Chamber discusses impact of COVID-19 on business practices

By Aila Boyd

aboyd@mainstreetnewspapers.com

 

The Botetourt County Chamber of Commerce held a Lunch and Learn session last Tuesday titled “Navigating Business in the Face of COVID-19 Enforcement Actions.” The featured speaker was Erin Harrigan, a partner in Gentry Locke’s Criminal and Government Investigations practice group.

The best defense is a good offense,” she said in regard to how businesses can protect themselves during this uncertain time.

She explained that many companies that received stimulus payments under the CARES Act are having to realize that they now classified as government contractors, which means that they have to abide by far more restrictive guidelines.

If you’re selling any essential goods, including personal protective equipment and hand sanitizer, or COVID-19-related services, you’re suddenly operating in a completely different realm of regulation,” she said. She added that businesses that employ people in high-risk settings and businesses that are open to the public also have to abide by the new, more restrictive regulations.

You have a bunch of businesses that are operating under a declaration of emergency and that declaration of emergency triggers a special set of laws that are in place both in Virginia and then also nationwide,” she said. “Because this is such a unique disaster, just about every business in every industry is touched by it in some way. There are now a whole host of laws that are applicable.”

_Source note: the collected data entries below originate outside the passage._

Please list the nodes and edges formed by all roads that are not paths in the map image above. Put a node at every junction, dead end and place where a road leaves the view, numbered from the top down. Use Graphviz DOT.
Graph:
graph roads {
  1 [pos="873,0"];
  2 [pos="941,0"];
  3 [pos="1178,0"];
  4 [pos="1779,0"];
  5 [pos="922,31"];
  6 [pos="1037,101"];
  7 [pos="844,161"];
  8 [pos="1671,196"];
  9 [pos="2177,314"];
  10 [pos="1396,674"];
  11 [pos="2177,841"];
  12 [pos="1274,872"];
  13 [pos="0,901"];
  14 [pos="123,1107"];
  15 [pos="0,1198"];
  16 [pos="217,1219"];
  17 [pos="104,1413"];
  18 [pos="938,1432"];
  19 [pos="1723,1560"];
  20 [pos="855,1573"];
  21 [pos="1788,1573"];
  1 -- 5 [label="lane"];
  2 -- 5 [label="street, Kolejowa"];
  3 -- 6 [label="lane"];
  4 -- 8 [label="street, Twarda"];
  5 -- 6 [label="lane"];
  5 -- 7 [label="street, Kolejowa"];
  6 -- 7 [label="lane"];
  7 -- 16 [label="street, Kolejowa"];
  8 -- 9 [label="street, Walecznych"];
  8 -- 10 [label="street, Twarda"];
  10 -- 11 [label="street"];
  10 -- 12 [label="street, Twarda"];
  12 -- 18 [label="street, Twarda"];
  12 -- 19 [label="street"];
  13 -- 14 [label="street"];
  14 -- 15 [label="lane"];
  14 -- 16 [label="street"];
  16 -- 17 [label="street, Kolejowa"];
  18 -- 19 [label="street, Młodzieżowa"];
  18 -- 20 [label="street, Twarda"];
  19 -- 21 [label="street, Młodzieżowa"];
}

She noted that since the pandemic started, federal and state agencies have increased their enforcement abilities in order to safeguard against price gouging, fraud, hoarding of supplies, and bribery.

You don’t have to have broken the law, but if you get close or someone complains about you, you’re going to be under investigation. An investigation is just as disruptive to your business as an actual prosecution,” she said. “Even if at the end of the day the investigation clears your business of any bad action, you have still had to respond to an inquiry. That means stop everything, review your documents, make your employees available for interviews, make yourself available for interviews. It’s essentially like going through a very intensive audit, but with the specter of criminal prosecution at the end of it.”

Harrigan went on to detail the ways that businesses can avoid investigations.

You need to make sure things are being documented,” she stressed. “You need to be thinking about what you’re going to do.”

She said that the key things that businesses should keep in mind include: developing a policy that addresses COVID-19 issues specific to individual companies, paying close attention to public statements, website claims, social media posts, and advertising in order to ensure accuracy, and advertising policies in the workplace and to clients/customers. She also encouraged businesses to review health developments and business regulations regularly because they’re constantly changing.

As for businesses that are selling personal protective equipment, she noted that they need to consider what a fair price for products is.

Additionally, the executive order signed by Gov. Ralph Northam regarding the wearing of face masks in public places was discussed. “If you are not enforcing a mask order or making a valid attempt to, your employees in risk,” she said.

Harrigan previously served as Assistant United States Attorney in the Western District of Virginia, where she was the lead prosecuting attorney for the Organized Crime and Drug Enforcement Task Force.